Again, to be fair, this candidate is not the person currently serving as UA President. The successful candidate promised to reduce the Freshmen on Campus policy to one semester. Never mind the deaf ear let upon any form of reversal of FOC from within the MIT administration. The fact that this candidate promised something so out of the control of the UA, such that he would have zero hope of ever accomplishing it, and then won anyway, is proof that the voting body of MIT was facing a “lesser of two evils” scenario.
That’s when it hit me — what kind of people are in the UA? Certainly, no one that hopes to accomplish anything. Perhaps the old saying is true: they do it because it looks good on their resume.
I know: this should have been obvious. But seriously, think about it for a second. These aren’t the resume-builders from your high school we’re talking about. This is a whole different league. These are people that dress for the occasion, prepare speeches, and thrive in bureaucracy and red tape. The bigger the UA, the more costly and slower to run, but the more people that get to put it on their resume. Being a member isn’t good enough for you? Let’s create a new committee for you to chair — that’ll get you into law school. It might cost a few thousand dollars that some student group could use, but hey, that’s why it’s good to have power of the purse.

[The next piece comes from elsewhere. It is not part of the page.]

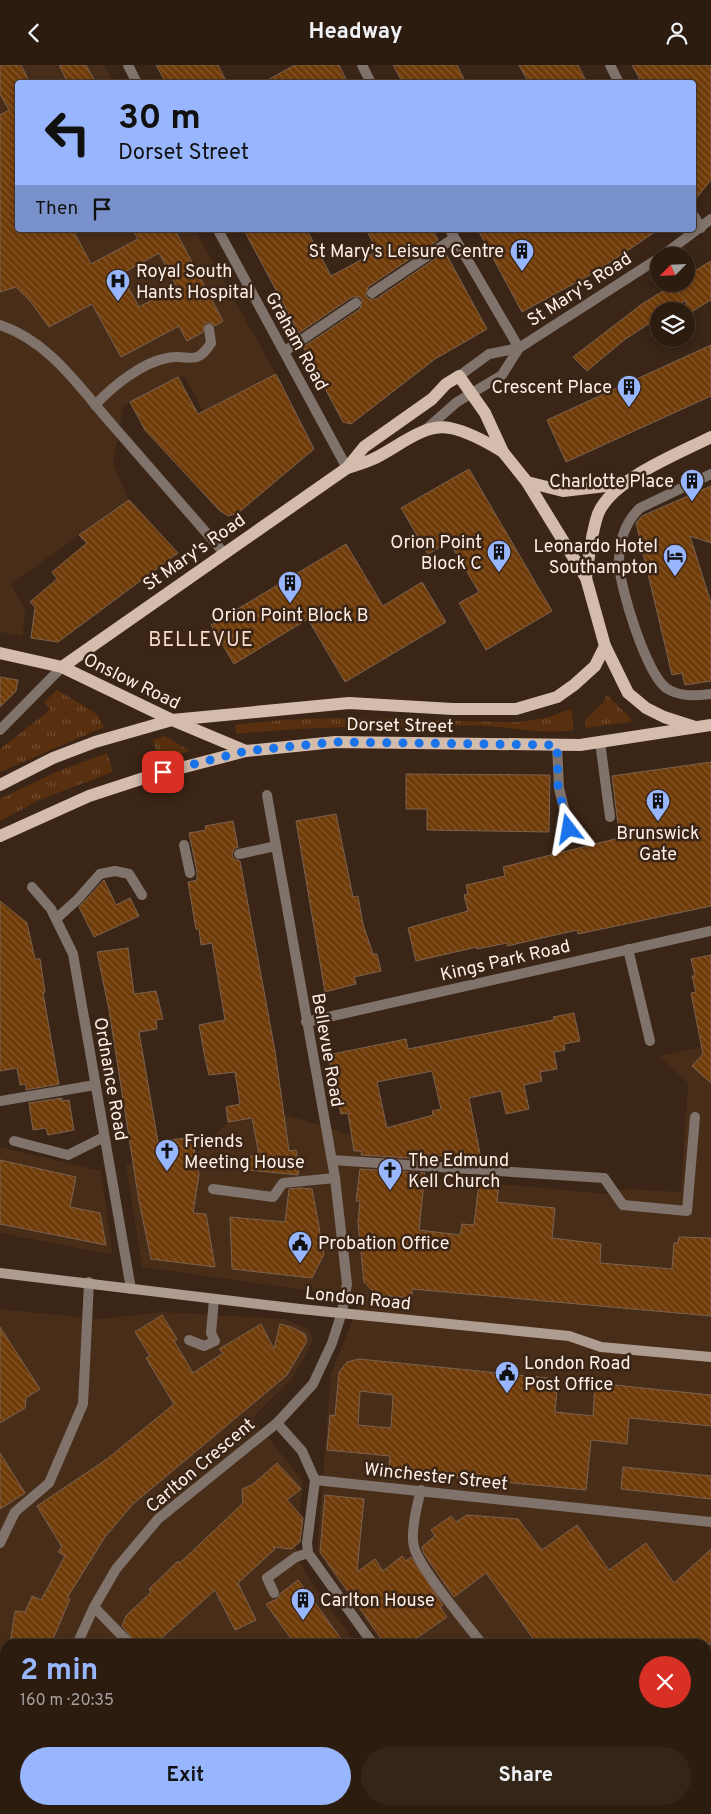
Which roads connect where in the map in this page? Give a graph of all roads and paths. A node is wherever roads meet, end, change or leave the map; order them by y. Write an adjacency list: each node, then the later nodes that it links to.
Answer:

Every UA candidate in history has promised to bring students together. I know how to do what all these people have failed to: student groups. Endorse many, many, well-funded student groups, led by diverse people who have diverse interests, and privatize the task of “improving student life at MIT” to the people who make up MIT. Currently, I see one giant student group for people with an interest in politicking and carrying around briefcases, and I think they’re taking far too much of my money and my time.